Light & Verity

Computer science expands, moves to Engineeering

In a tech-driven world, students wanted more courses and faculty.

Michael Marsland

Michael Marsland

Computer science department chair Joan Feigenbaum (left), arts and sciences dean Tamar Gendler ’87 (center), and engineering dean Kyle Vanderlick celebrate the computer science department's move to the School of Engineering and Applied Sciences. View full image

Playing catch-up in a tech-driven world, Yale will expand the computer science department and merge it into the School of Engineering and Applied Sciences. The “marriage,” announced March 26 with “byte-size” pieces of “wedding cake,” will soon produce a growing family: several new faculty positions, funded by a pair of anonymous donations, will bring the department’s strength to 26.

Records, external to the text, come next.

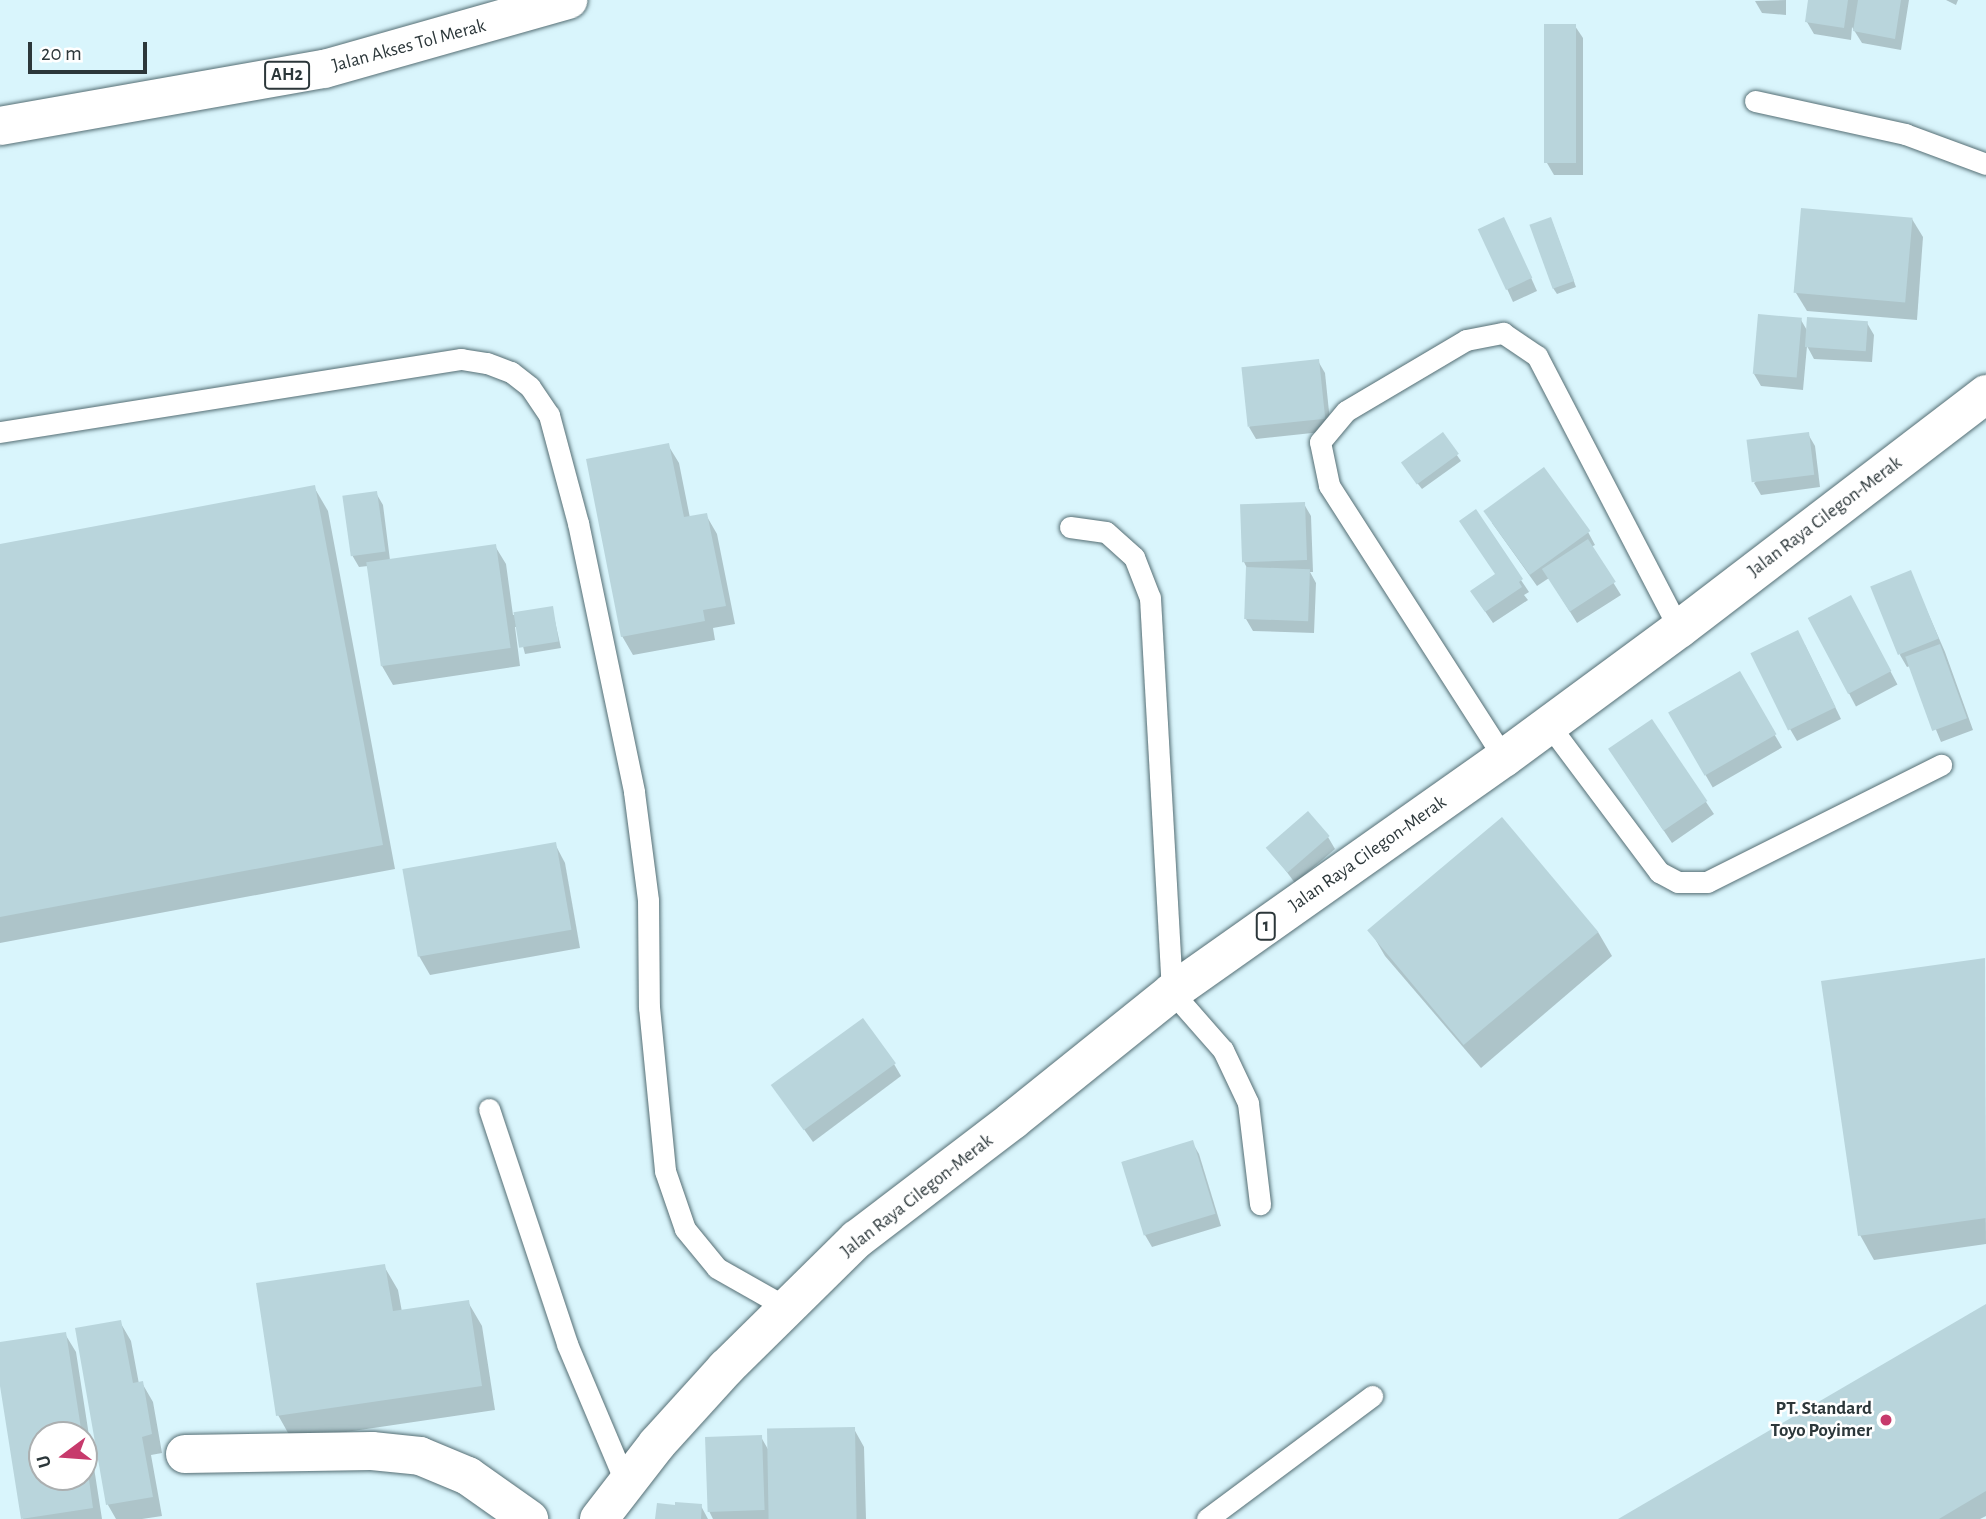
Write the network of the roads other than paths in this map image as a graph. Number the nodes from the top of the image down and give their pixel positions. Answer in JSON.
{"nodes":[{"id":1,"x":568,"y":0,"type":"edge"},
{"id":2,"x":483,"y":13,"type":"edge"},
{"id":3,"x":1755,"y":101,"type":"dead end"},
{"id":4,"x":0,"y":126,"type":"edge"},
{"id":5,"x":1986,"y":164,"type":"edge"},
{"id":6,"x":1986,"y":394,"type":"edge"},
{"id":7,"x":0,"y":432,"type":"edge"},
{"id":8,"x":1070,"y":527,"type":"dead end"},
{"id":9,"x":1679,"y":629,"type":"junction"},
{"id":10,"x":1549,"y":725,"type":"junction"},
{"id":11,"x":1504,"y":758,"type":"junction"},
{"id":12,"x":1941,"y":765,"type":"dead end"},
{"id":13,"x":1172,"y":992,"type":"junction"},
{"id":14,"x":489,"y":1109,"type":"dead end"},
{"id":15,"x":1260,"y":1204,"type":"dead end"},
{"id":16,"x":786,"y":1307,"type":"junction"},
{"id":17,"x":1372,"y":1396,"type":"dead end"},
{"id":18,"x":185,"y":1454,"type":"dead end"},
{"id":19,"x":626,"y":1484,"type":"junction"},
{"id":20,"x":528,"y":1519,"type":"edge"},
{"id":21,"x":599,"y":1519,"type":"edge"},
{"id":22,"x":1207,"y":1519,"type":"edge"}],
"edges":[{"from":1,"to":2,"type":"main road","name":"Jalan Akses Tol Merak","number":"AH2"},
{"from":2,"to":4,"type":"main road","name":"Jalan Akses Tol Merak","number":"AH2"},
{"from":3,"to":5,"type":"lane"},
{"from":6,"to":9,"type":"main road","name":"Jalan Raya Cilegon-Merak","number":"1"},
{"from":7,"to":16,"type":"lane"},
{"from":8,"to":13,"type":"lane"},
{"from":9,"to":10,"type":"main road","name":"Jalan Raya Cilegon-Merak","number":"1"},
{"from":9,"to":11,"type":"lane"},
{"from":10,"to":11,"type":"main road","name":"Jalan Raya Cilegon-Merak","number":"1"},
{"from":10,"to":12,"type":"lane"},
{"from":11,"to":13,"type":"main road","name":"Jalan Raya Cilegon-Merak","number":"1"},
{"from":13,"to":15,"type":"lane"},
{"from":13,"to":16,"type":"main road","name":"Jalan Raya Cilegon-Merak","number":"1"},
{"from":14,"to":19,"type":"lane"},
{"from":16,"to":19,"type":"main road","name":"Jalan Raya Cilegon-Merak","number":"1"},
{"from":17,"to":22,"type":"lane"},
{"from":18,"to":20,"type":"main road"},
{"from":19,"to":21,"type":"main road","name":"Jalan Raya Cilegon-Merak","number":"1"}]}
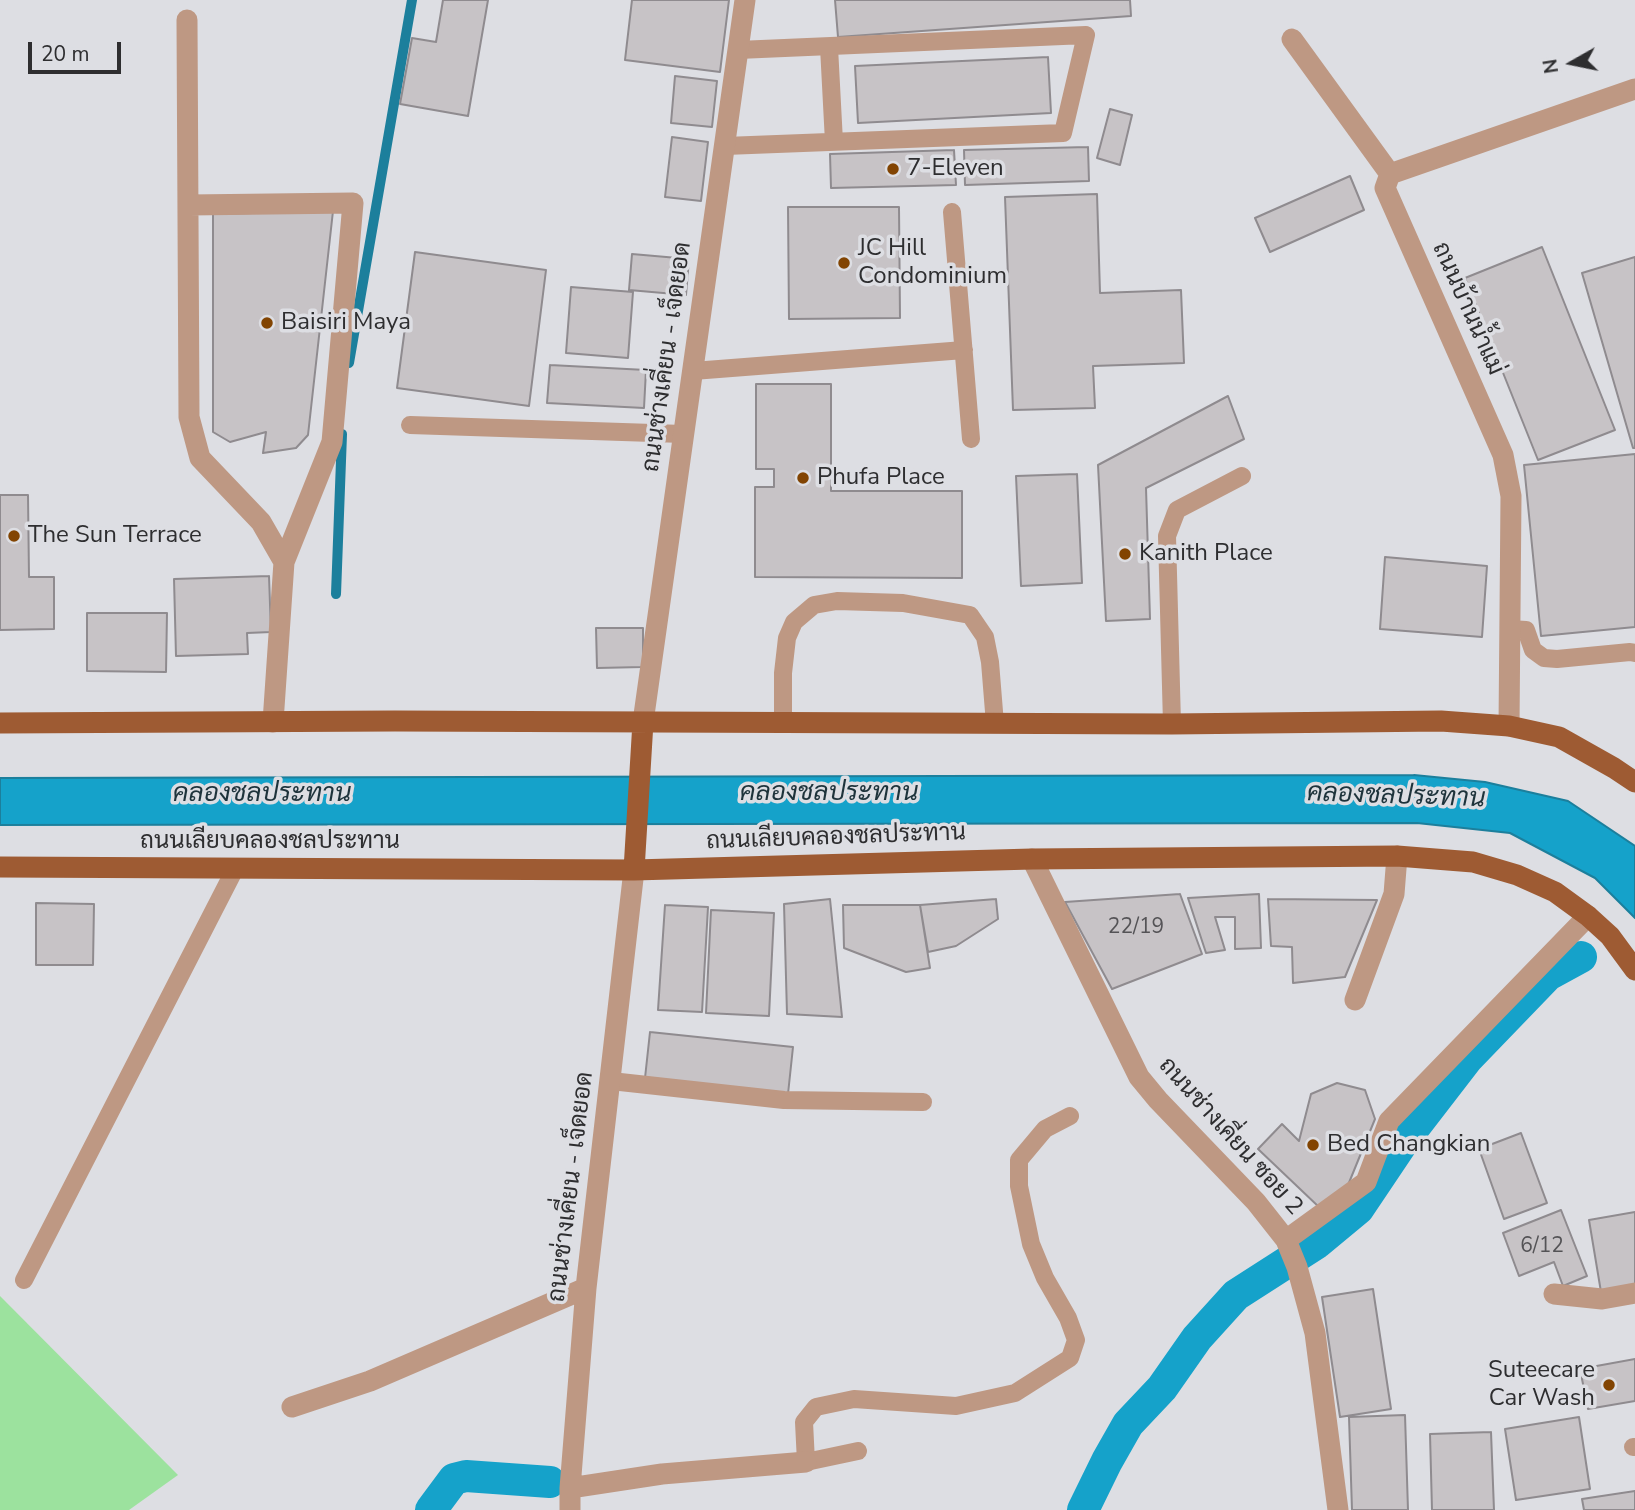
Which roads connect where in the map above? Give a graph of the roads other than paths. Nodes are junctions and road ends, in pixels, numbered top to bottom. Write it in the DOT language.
graph roads {
  1 [pos="745,0"];
  2 [pos="187,20"];
  3 [pos="1292,39"];
  4 [pos="829,47"];
  5 [pos="738,50"];
  6 [pos="1635,89"];
  7 [pos="834,142"];
  8 [pos="725,146"];
  9 [pos="1390,174"];
  10 [pos="189,205"];
  11 [pos="952,212"];
  12 [pos="964,349"];
  13 [pos="693,371"];
  14 [pos="411,425"];
  15 [pos="683,434"];
  16 [pos="971,439"];
  17 [pos="1242,476"];
  18 [pos="284,562"];
  19 [pos="1510,629"];
  20 [pos="1635,653"];
  21 [pos="273,722"];
  22 [pos="643,722"];
  23 [pos="0,723"];
  24 [pos="783,723"];
  25 [pos="995,724"];
  26 [pos="1172,724"];
  27 [pos="1510,726"];
  28 [pos="1635,782"];
  29 [pos="1397,856"];
  30 [pos="1032,859"];
  31 [pos="0,867"];
  32 [pos="235,869"];
  33 [pos="634,870"];
  34 [pos="1588,916"];
  35 [pos="1635,970"];
  36 [pos="1355,1000"];
  37 [pos="611,1081"];
  38 [pos="923,1102"];
  39 [pos="1070,1116"];
  40 [pos="1286,1240"];
  41 [pos="24,1279"];
  42 [pos="586,1288"];
  43 [pos="1635,1293"];
  44 [pos="1554,1294"];
  45 [pos="292,1407"];
  46 [pos="858,1451"];
  47 [pos="806,1462"];
  48 [pos="570,1488"];
  49 [pos="570,1510"];
  50 [pos="1338,1510"];
  1 -- 5 [label="street, ถนนช่างเคี่ยน - เจ็ดยอด"];
  2 -- 10 [label="street"];
  3 -- 9 [label="street"];
  4 -- 5 [label="lane"];
  4 -- 7 [label="lane"];
  4 -- 7 [label="lane"];
  5 -- 8 [label="street, ถนนช่างเคี่ยน - เจ็ดยอด"];
  6 -- 9 [label="street"];
  7 -- 8 [label="lane"];
  8 -- 13 [label="street, ถนนช่างเคี่ยน - เจ็ดยอด"];
  9 -- 19 [label="street, ถนนบ้านน้ำแม่"];
  10 -- 18 [label="street"];
  10 -- 18 [label="street"];
  11 -- 12 [label="lane"];
  12 -- 13 [label="lane"];
  12 -- 16 [label="lane"];
  13 -- 15 [label="street, ถนนช่างเคี่ยน - เจ็ดยอด"];
  14 -- 15 [label="lane"];
  15 -- 22 [label="street, ถนนช่างเคี่ยน - เจ็ดยอด"];
  17 -- 26 [label="lane"];
  18 -- 21 [label="street"];
  19 -- 20 [label="lane"];
  19 -- 27 [label="street, ถนนบ้านน้ำแม่"];
  21 -- 22 [label="main road"];
  21 -- 23 [label="main road"];
  22 -- 24 [label="main road"];
  22 -- 33 [label="main road"];
  24 -- 25 [label="main road"];
  24 -- 25 [label="lane"];
  25 -- 26 [label="main road"];
  26 -- 27 [label="main road"];
  27 -- 28 [label="main road"];
  29 -- 30 [label="main road, ถนนเลียบคลองชลประทาน"];
  29 -- 34 [label="main road, ถนนเลียบคลองชลประทาน"];
  29 -- 36 [label="street"];
  30 -- 33 [label="main road, ถนนเลียบคลองชลประทาน"];
  30 -- 40 [label="street, ถนนช่างเคี่ยน ซอย 2"];
  31 -- 32 [label="main road, ถนนเลียบคลองชลประทาน"];
  32 -- 33 [label="main road, ถนนเลียบคลองชลประทาน"];
  32 -- 41 [label="lane"];
  33 -- 37 [label="street, ถนนช่างเคี่ยน - เจ็ดยอด"];
  34 -- 35 [label="main road, ถนนเลียบคลองชลประทาน"];
  34 -- 40 [label="street"];
  37 -- 38 [label="lane"];
  37 -- 42 [label="street, ถนนช่างเคี่ยน - เจ็ดยอด"];
  39 -- 47 [label="lane"];
  40 -- 50 [label="street, ถนนช่างเคี่ยน ซอย 2"];
  42 -- 45 [label="street"];
  42 -- 48 [label="street, ถนนช่างเคี่ยน - เจ็ดยอด"];
  43 -- 44 [label="street"];
  46 -- 47 [label="lane"];
  47 -- 48 [label="street"];
  48 -- 49 [label="street, ถนนช่างเคี่ยน - เจ็ดยอด"];
}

That’s a historic high, according to department chair Joan Feigenbaum—but it’s still a “modest” size, officials acknowledge. Harvard plans a 50 percent increase, from 24 faculty to 36; Princeton is in the same ballpark. “I view this as the initial phase in a longer-term plan to enhance and expand the department,” President Peter Salovey ’86PhD says in an interview. (See “Computer Science Gets An Upgrade.”)

Computer science currently has 19 faculty slots occupied by 20 professors (two are joint appointments), Feigenbaum says by e-mail. That’s the same as in 2004, and smaller than in 1986. Enrollment in computer science courses jumped from about 1,400 in 2004 to over 2,000 this year, she adds.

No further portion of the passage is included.